Hybrid Retrieval with BM42


In this notebook, we will see how to create Hybrid Retrieval pipelines, combining BM42 (a new Sparse embedding Retrieval approach) and Dense embedding Retrieval.

We will use the Qdrant Document Store and Fastembed Embedders.

⚠️ Recent evaluations have raised questions about the validity of BM42. Future developments may address these concerns. Please keep this in mind while reviewing the content.

Why BM42?

Qdrant introduced BM42, an algorithm designed to replace BM25 in hybrid RAG pipelines (dense + sparse retrieval).

They found that BM25, while relevant for a long time, has some limitations in common RAG scenarios.
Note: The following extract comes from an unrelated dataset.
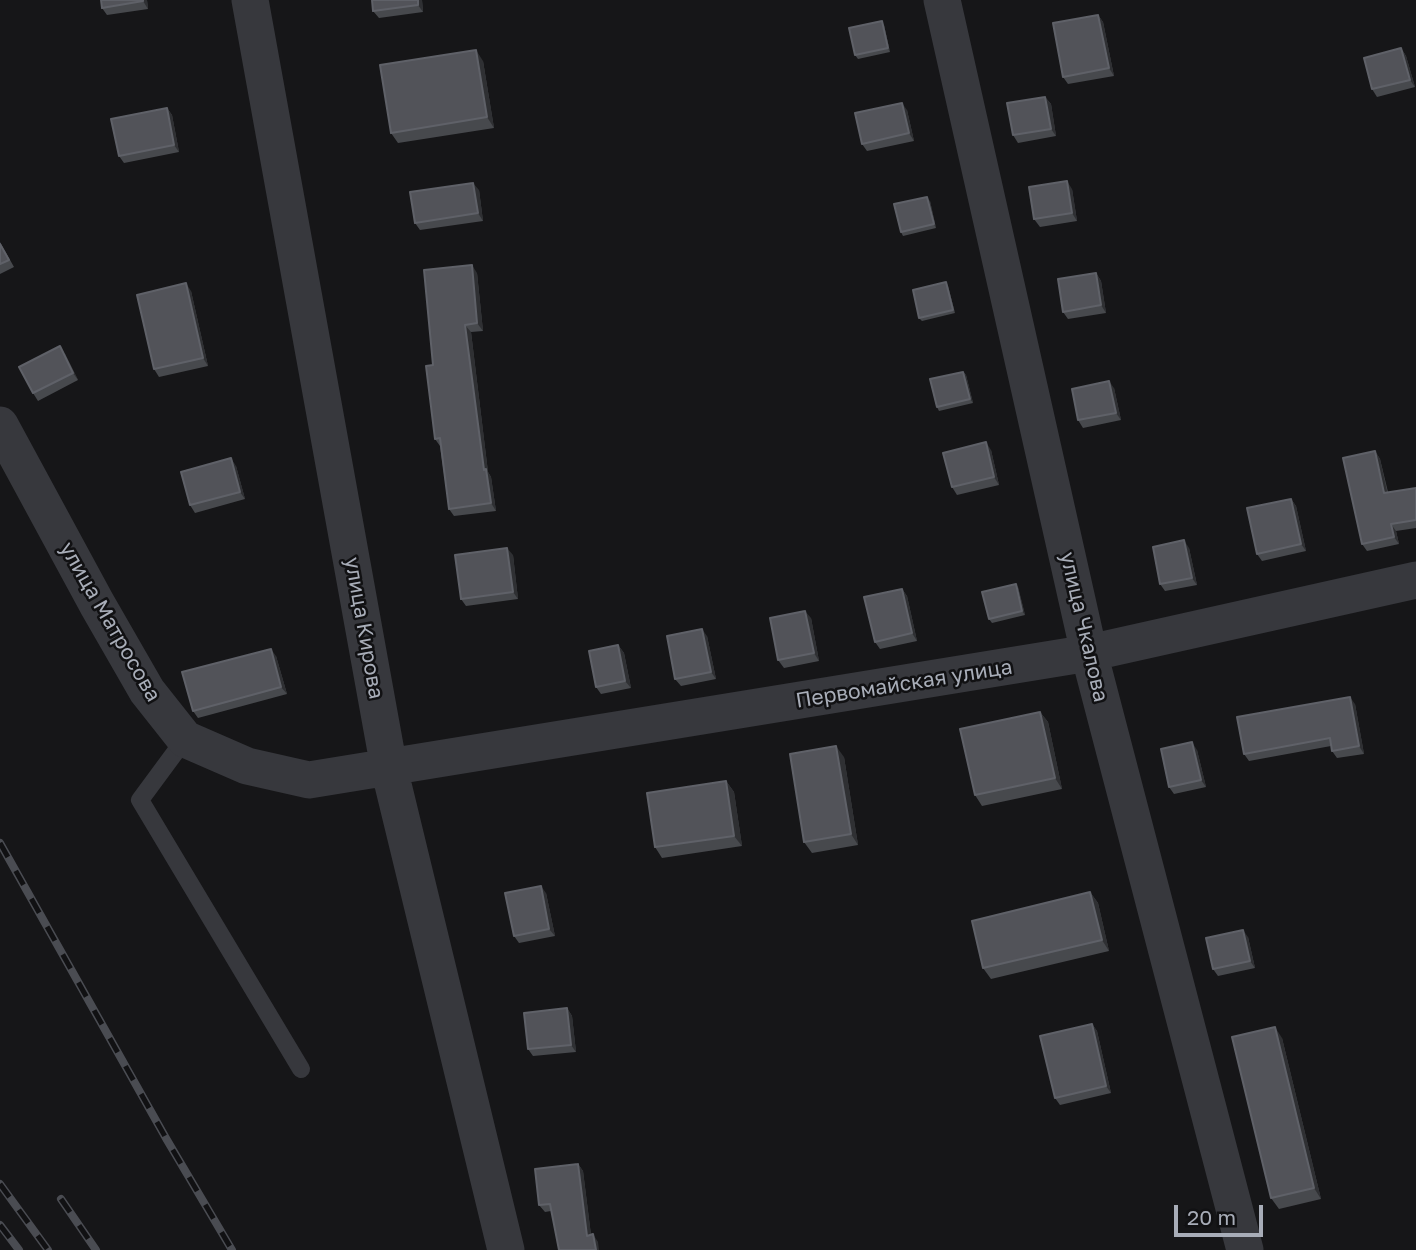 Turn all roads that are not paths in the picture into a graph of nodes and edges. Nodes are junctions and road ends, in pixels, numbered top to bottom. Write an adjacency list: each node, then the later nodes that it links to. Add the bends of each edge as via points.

Let’s first take a look at BM25 and SPLADE to understand the motivation and the inspiration for BM42.

BM25 \begin{equation} \text{score}(D,Q) = \sum_{i=1}^{N} \text{IDF}(q_i) \times \frac{f(q_i, D) \cdot (k_1 + 1)}{f(q_i, D) + k_1 \cdot \left(1 - b + b \cdot \frac{|D|}{\text{avgdl}}\right)}
\end{equation}

BM25 is an evolution of TF-IDF and has two components:

  • Inverse Document Frequency = term importance within a collection
  • a component incorporating Term Frequency = term importance within a document

Qdrant folks observed that the TF component relies on document statistics, which only makes sense for longer texts. This is not the case with common RAG pipelines, where documents are short.

SPLADE

Another interesting approach is SPLADE, which uses a BERT-based model to create a bag-of-words representation of the text. While it generally performs better than BM25, it has some drawbacks:

  • tokenization issues with out-of-vocabulary words
  • adaptation to new domains requires fine-tuning
  • computationally heavy

For using SPLADE with Haystack, see this notebook.

BM42

\begin{equation} \text{score}(D,Q) = \sum_{i=1}^{N} \text{IDF}(q_i) \times \text{Attention}(\text{CLS}, q_i) \end{equation}

Taking inspiration from SPLADE, the Qdrant team developed BM42 to improve BM25.

IDF works well, so they kept it.

But how to quantify term importance within a document?

The attention matrix of Transformer models comes to our aid: we can the use attention row for the [CLS] token!

To fix tokenization issues, BM42 merges subwords and sums their attention weights.

In their implementation, Qdrant team used all-MiniLM-L6-v2 model, but this technique can work with any Transformer, no fine-tuning needed.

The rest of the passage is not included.